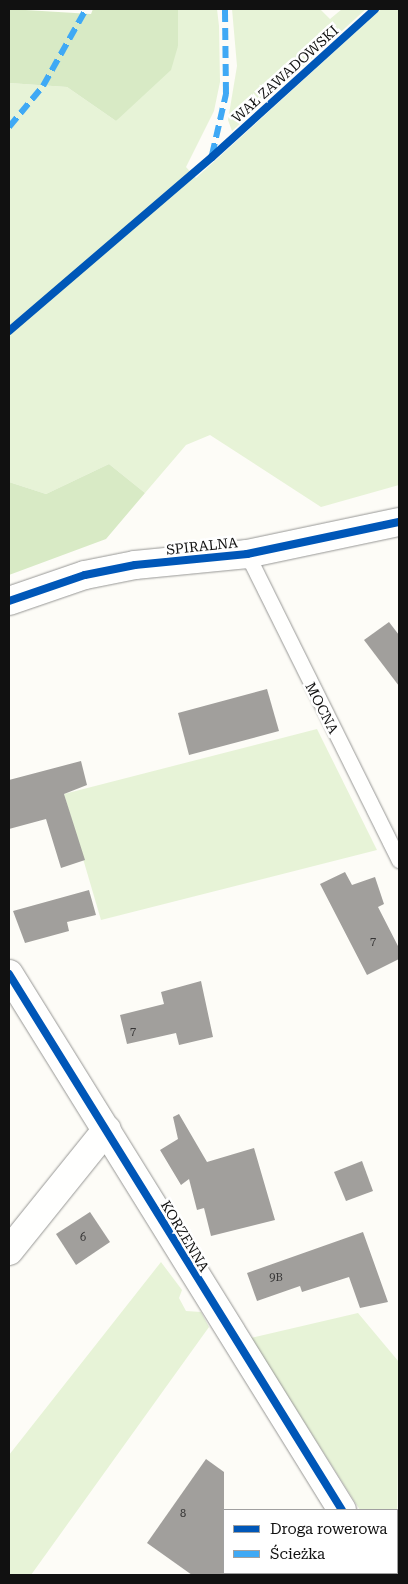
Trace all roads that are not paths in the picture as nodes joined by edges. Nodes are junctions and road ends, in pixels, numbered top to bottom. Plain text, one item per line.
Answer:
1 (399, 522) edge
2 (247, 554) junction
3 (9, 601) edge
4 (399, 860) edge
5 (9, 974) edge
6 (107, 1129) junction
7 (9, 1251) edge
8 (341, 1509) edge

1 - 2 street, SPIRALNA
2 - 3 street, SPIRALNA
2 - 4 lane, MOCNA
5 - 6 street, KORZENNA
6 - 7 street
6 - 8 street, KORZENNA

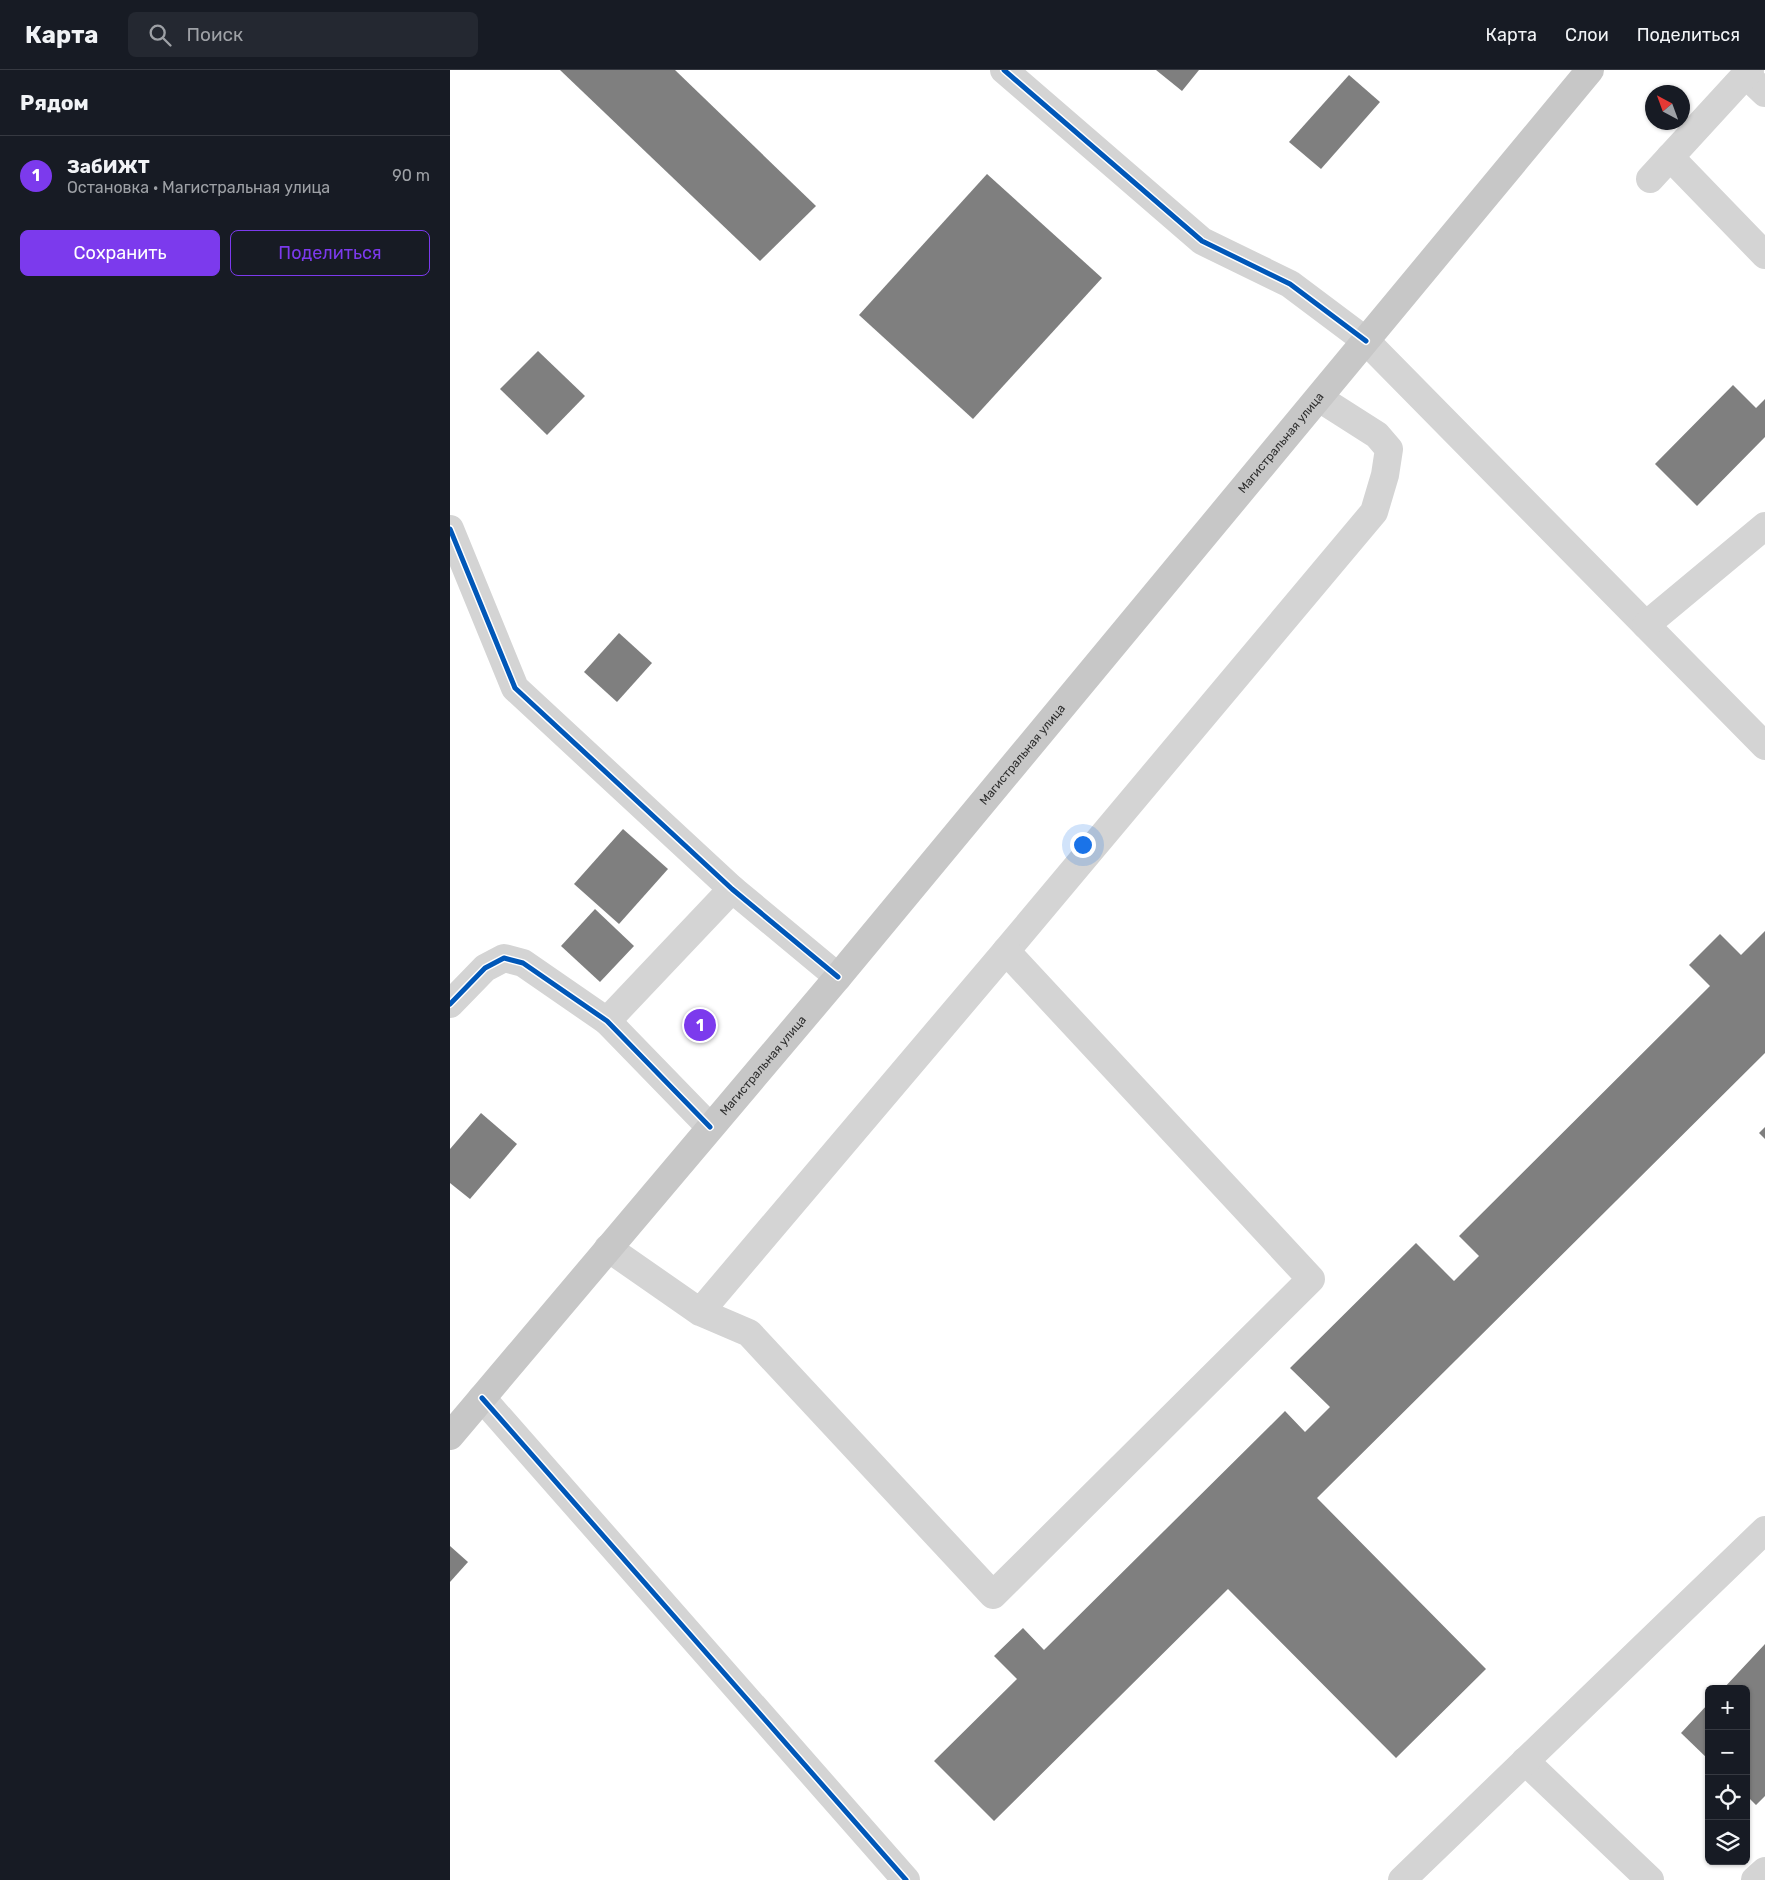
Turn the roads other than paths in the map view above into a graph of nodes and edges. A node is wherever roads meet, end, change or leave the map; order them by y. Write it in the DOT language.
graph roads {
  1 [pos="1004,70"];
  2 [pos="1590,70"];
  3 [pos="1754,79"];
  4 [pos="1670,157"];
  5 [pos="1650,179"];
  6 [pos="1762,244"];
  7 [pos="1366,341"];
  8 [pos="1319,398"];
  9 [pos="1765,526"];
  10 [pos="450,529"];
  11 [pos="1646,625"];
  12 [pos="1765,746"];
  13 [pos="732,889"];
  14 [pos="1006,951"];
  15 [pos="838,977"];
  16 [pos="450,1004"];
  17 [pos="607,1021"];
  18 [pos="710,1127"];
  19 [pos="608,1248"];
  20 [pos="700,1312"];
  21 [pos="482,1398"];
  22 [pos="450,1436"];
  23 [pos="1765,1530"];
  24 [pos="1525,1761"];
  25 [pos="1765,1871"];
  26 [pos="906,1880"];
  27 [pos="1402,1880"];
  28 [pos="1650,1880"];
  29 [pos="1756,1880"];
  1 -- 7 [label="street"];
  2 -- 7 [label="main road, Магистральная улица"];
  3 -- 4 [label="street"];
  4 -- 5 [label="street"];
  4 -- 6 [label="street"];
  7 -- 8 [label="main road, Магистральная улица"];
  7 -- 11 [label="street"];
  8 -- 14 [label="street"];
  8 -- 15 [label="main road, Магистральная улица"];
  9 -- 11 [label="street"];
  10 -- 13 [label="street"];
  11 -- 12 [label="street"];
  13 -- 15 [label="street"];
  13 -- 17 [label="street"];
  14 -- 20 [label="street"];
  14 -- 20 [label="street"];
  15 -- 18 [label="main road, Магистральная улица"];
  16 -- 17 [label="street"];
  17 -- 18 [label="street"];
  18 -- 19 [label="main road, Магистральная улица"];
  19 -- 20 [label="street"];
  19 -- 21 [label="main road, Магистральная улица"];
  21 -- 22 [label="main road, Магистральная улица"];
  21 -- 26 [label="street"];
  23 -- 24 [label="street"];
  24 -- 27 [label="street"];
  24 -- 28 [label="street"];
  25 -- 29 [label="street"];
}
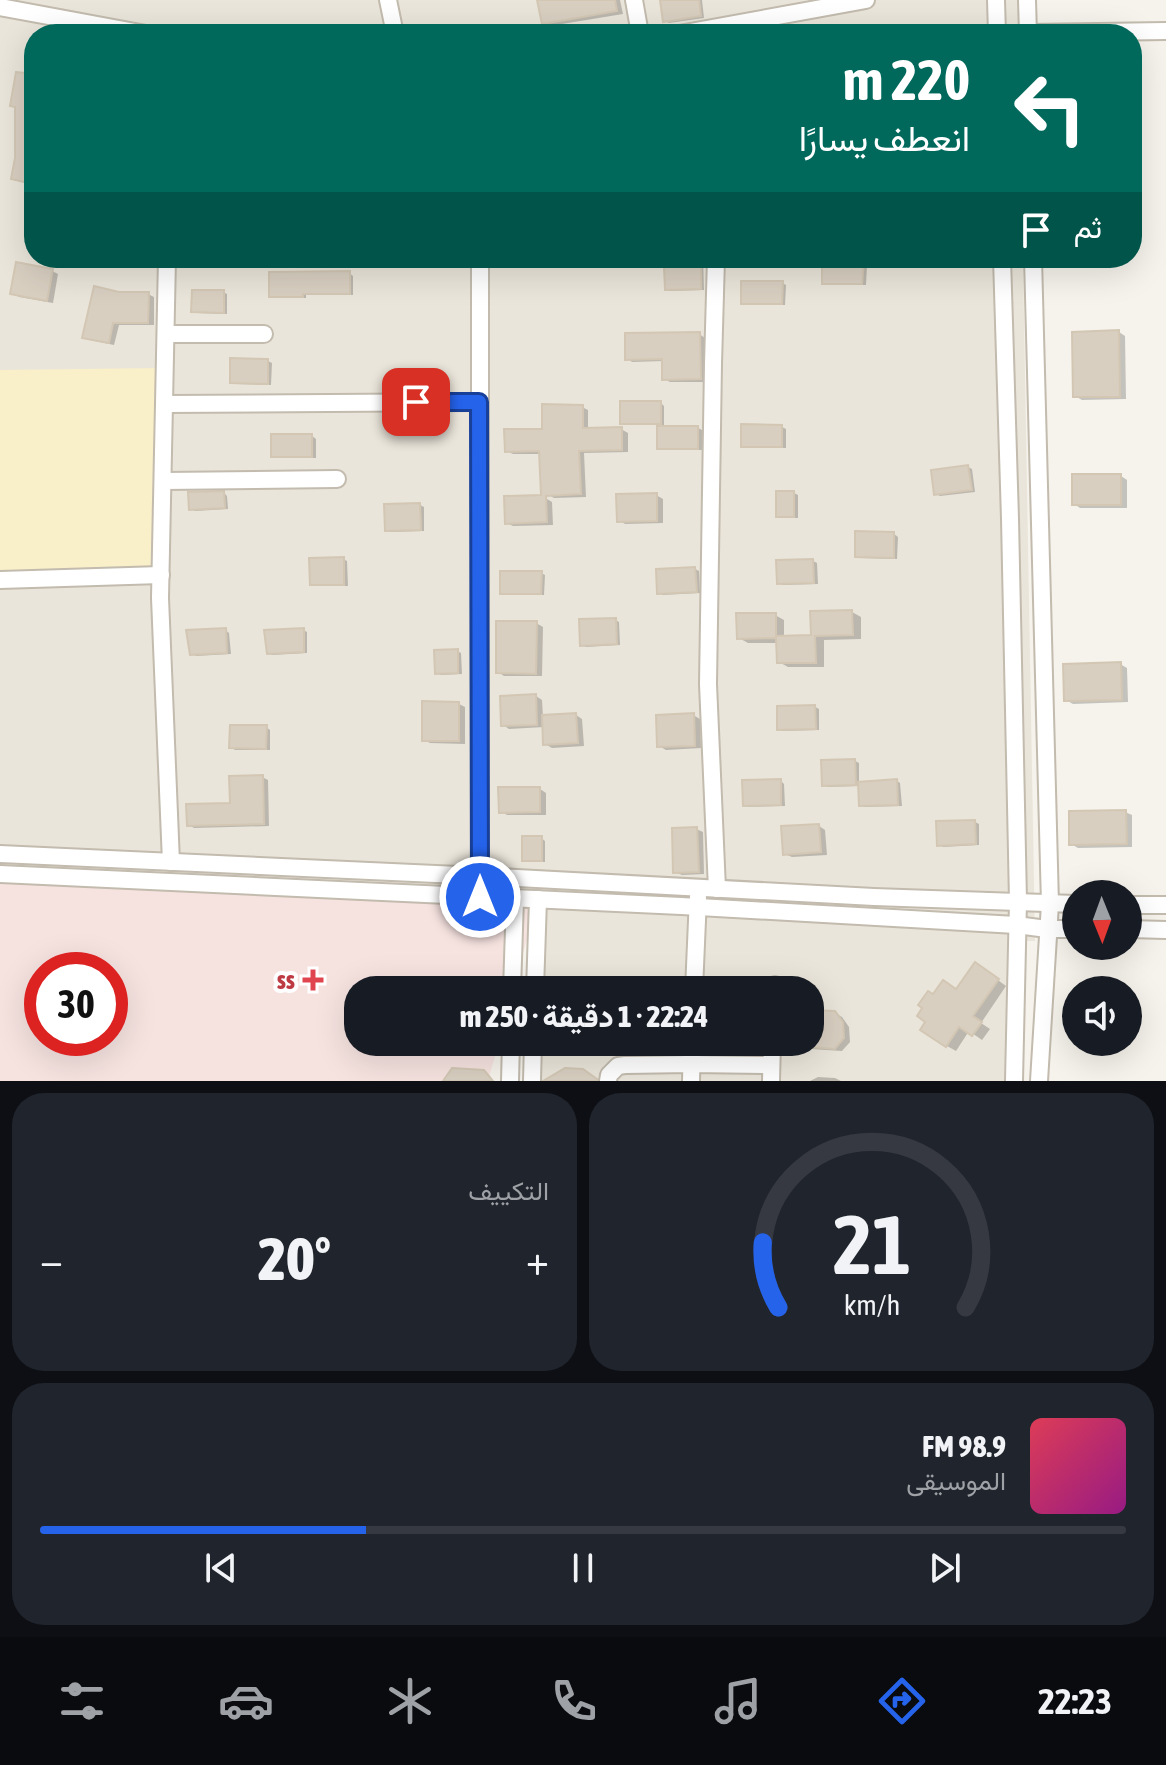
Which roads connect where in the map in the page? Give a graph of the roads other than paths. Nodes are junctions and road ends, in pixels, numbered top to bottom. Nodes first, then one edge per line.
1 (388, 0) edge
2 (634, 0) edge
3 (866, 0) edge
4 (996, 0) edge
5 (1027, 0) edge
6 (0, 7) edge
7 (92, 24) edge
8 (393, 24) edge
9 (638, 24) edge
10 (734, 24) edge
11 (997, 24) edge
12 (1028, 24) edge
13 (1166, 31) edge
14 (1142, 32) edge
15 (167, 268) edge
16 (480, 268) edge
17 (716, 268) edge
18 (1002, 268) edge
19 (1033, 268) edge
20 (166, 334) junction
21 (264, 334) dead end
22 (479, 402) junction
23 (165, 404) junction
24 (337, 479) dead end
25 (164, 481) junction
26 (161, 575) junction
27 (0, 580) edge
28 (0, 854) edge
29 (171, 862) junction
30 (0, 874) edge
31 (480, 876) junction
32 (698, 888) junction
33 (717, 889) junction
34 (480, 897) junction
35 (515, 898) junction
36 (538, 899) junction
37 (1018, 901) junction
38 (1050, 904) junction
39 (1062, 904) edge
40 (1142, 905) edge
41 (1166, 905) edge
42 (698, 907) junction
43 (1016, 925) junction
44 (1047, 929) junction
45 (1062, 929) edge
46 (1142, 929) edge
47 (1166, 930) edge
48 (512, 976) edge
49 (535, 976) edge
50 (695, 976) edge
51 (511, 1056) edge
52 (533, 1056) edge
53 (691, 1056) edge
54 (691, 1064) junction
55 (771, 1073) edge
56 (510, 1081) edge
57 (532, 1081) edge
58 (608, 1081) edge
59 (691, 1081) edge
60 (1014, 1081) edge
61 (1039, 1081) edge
####
**Try it**.
Reproduce all the records verbatim, excluding images.

**Result**.
Trace all roads that are not paths in the picture as nodes joined by edges. Nodes are junctions and road ends, in pixels, numbered top to bottom. Plain text, one item per line.
Answer:
1 (399, 522) edge
2 (247, 554) junction
3 (9, 601) edge
4 (399, 860) edge
5 (9, 974) edge
6 (107, 1129) junction
7 (9, 1251) edge
8 (341, 1509) edge

1 - 2 street, SPIRALNA
2 - 3 street, SPIRALNA
2 - 4 lane, MOCNA
5 - 6 street, KORZENNA
6 - 7 street
6 - 8 street, KORZENNA

Turn the roads other than paths in the map view above into a graph of nodes and edges. A node is wherever roads meet, end, change or leave the map; order them by y. Write it in the DOT language.
graph roads {
  1 [pos="1004,70"];
  2 [pos="1590,70"];
  3 [pos="1754,79"];
  4 [pos="1670,157"];
  5 [pos="1650,179"];
  6 [pos="1762,244"];
  7 [pos="1366,341"];
  8 [pos="1319,398"];
  9 [pos="1765,526"];
  10 [pos="450,529"];
  11 [pos="1646,625"];
  12 [pos="1765,746"];
  13 [pos="732,889"];
  14 [pos="1006,951"];
  15 [pos="838,977"];
  16 [pos="450,1004"];
  17 [pos="607,1021"];
  18 [pos="710,1127"];
  19 [pos="608,1248"];
  20 [pos="700,1312"];
  21 [pos="482,1398"];
  22 [pos="450,1436"];
  23 [pos="1765,1530"];
  24 [pos="1525,1761"];
  25 [pos="1765,1871"];
  26 [pos="906,1880"];
  27 [pos="1402,1880"];
  28 [pos="1650,1880"];
  29 [pos="1756,1880"];
  1 -- 7 [label="street"];
  2 -- 7 [label="main road, Магистральная улица"];
  3 -- 4 [label="street"];
  4 -- 5 [label="street"];
  4 -- 6 [label="street"];
  7 -- 8 [label="main road, Магистральная улица"];
  7 -- 11 [label="street"];
  8 -- 14 [label="street"];
  8 -- 15 [label="main road, Магистральная улица"];
  9 -- 11 [label="street"];
  10 -- 13 [label="street"];
  11 -- 12 [label="street"];
  13 -- 15 [label="street"];
  13 -- 17 [label="street"];
  14 -- 20 [label="street"];
  14 -- 20 [label="street"];
  15 -- 18 [label="main road, Магистральная улица"];
  16 -- 17 [label="street"];
  17 -- 18 [label="street"];
  18 -- 19 [label="main road, Магистральная улица"];
  19 -- 20 [label="street"];
  19 -- 21 [label="main road, Магистральная улица"];
  21 -- 22 [label="main road, Магистральная улица"];
  21 -- 26 [label="street"];
  23 -- 24 [label="street"];
  24 -- 27 [label="street"];
  24 -- 28 [label="street"];
  25 -- 29 [label="street"];
}
Which roads connect where in the map in the page? Give a graph of the roads other than paths. Nodes are junctions and road ends, in pixels, numbered top to bottom. Nodes first, then one edge per line.
1 (388, 0) edge
2 (634, 0) edge
3 (866, 0) edge
4 (996, 0) edge
5 (1027, 0) edge
6 (0, 7) edge
7 (92, 24) edge
8 (393, 24) edge
9 (638, 24) edge
10 (734, 24) edge
11 (997, 24) edge
12 (1028, 24) edge
13 (1166, 31) edge
14 (1142, 32) edge
15 (167, 268) edge
16 (480, 268) edge
17 (716, 268) edge
18 (1002, 268) edge
19 (1033, 268) edge
20 (166, 334) junction
21 (264, 334) dead end
22 (479, 402) junction
23 (165, 404) junction
24 (337, 479) dead end
25 (164, 481) junction
26 (161, 575) junction
27 (0, 580) edge
28 (0, 854) edge
29 (171, 862) junction
30 (0, 874) edge
31 (480, 876) junction
32 (698, 888) junction
33 (717, 889) junction
34 (480, 897) junction
35 (515, 898) junction
36 (538, 899) junction
37 (1018, 901) junction
38 (1050, 904) junction
39 (1062, 904) edge
40 (1142, 905) edge
41 (1166, 905) edge
42 (698, 907) junction
43 (1016, 925) junction
44 (1047, 929) junction
45 (1062, 929) edge
46 (1142, 929) edge
47 (1166, 930) edge
48 (512, 976) edge
49 (535, 976) edge
50 (695, 976) edge
51 (511, 1056) edge
52 (533, 1056) edge
53 (691, 1056) edge
54 (691, 1064) junction
55 (771, 1073) edge
56 (510, 1081) edge
57 (532, 1081) edge
58 (608, 1081) edge
59 (691, 1081) edge
60 (1014, 1081) edge
61 (1039, 1081) edge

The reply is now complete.